The Online Knapsack Problem with Departures

TL;DR

This paper extends the online knapsack problem to include item departures, multiple knapsacks, and multi-dimensional sizes, proposing algorithms with strong theoretical guarantees and practical performance improvements.

Contribution

It introduces a threshold-based online algorithm for the generalized problem and a data-driven approach that learns to optimize performance in typical instances.

Findings

The threshold-based algorithm achieves order-optimal competitive ratios.

The data-driven algorithm outperforms benchmarks in cloud job scheduling.
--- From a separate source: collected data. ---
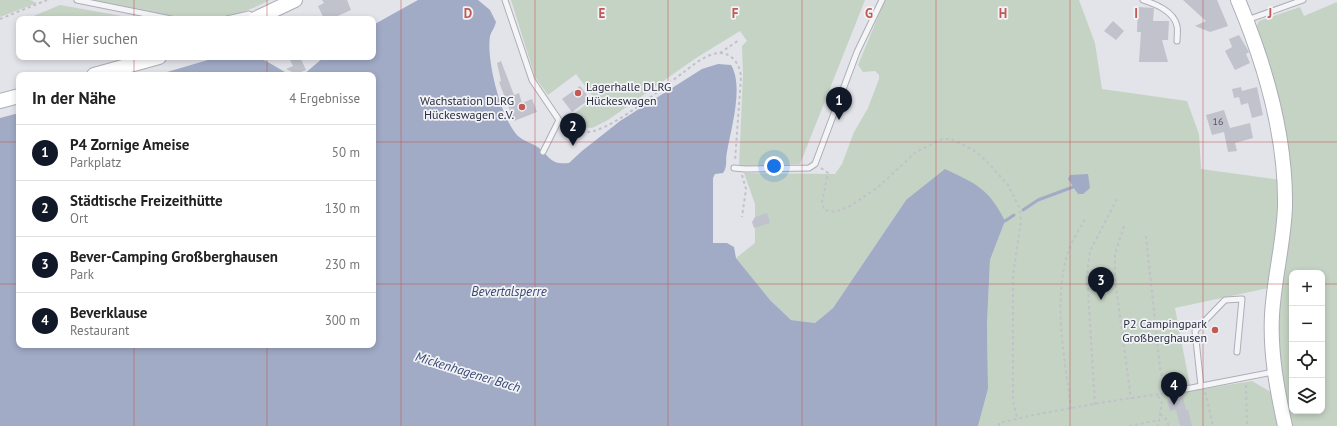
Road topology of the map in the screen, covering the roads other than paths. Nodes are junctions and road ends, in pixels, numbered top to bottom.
1 (77, 0) edge
2 (295, 0) edge
3 (505, 0) edge
4 (882, 0) edge
5 (1143, 0) edge
6 (1238, 0) edge
7 (1303, 0) edge
8 (153, 16) edge
9 (240, 16) edge
10 (251, 16) edge
11 (261, 16) edge
12 (1246, 20) junction
13 (1176, 42) dead end
14 (148, 60) edge
15 (105, 72) edge
16 (16, 97) edge
17 (0, 101) edge
18 (543, 152) dead end
19 (737, 168) road end
20 (1237, 352) dead end
21 (1274, 372) junction
22 (1202, 386) junction
23 (1186, 389) road end
24 (1285, 426) edge

1 - 8 lane
2 - 11 street
3 - 18 lane
4 - 19 lane
5 - 13 lane
6 - 12 street
7 - 12 lane
9 - 10 lane
12 - 21 street
14 - 15 street
16 - 17 street
20 - 22 lane
21 - 22 lane
21 - 24 street
22 - 23 lane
Proven worst-case performance bounds for the proposed algorithms.

Abstract

The online knapsack problem is a classic online resource allocation problem in networking and operations research. Its basic version studies how to pack online arriving items of different sizes and values into a capacity-limited knapsack. In this paper, we study a general version that includes item departures, while also considering multiple knapsacks and multi-dimensional item sizes. We design a threshold-based online algorithm and prove that the algorithm can achieve order-optimal competitive ratios. Beyond worst-case performance guarantees, we also aim to achieve near-optimal average performance under typical instances. Towards this goal, we propose a data-driven online algorithm that learns within a policy-class that guarantees a worst-case performance bound. In trace-driven experiments, we show that our data-driven algorithm outperforms other benchmark algorithms in an application of online knapsack to job scheduling for cloud computing.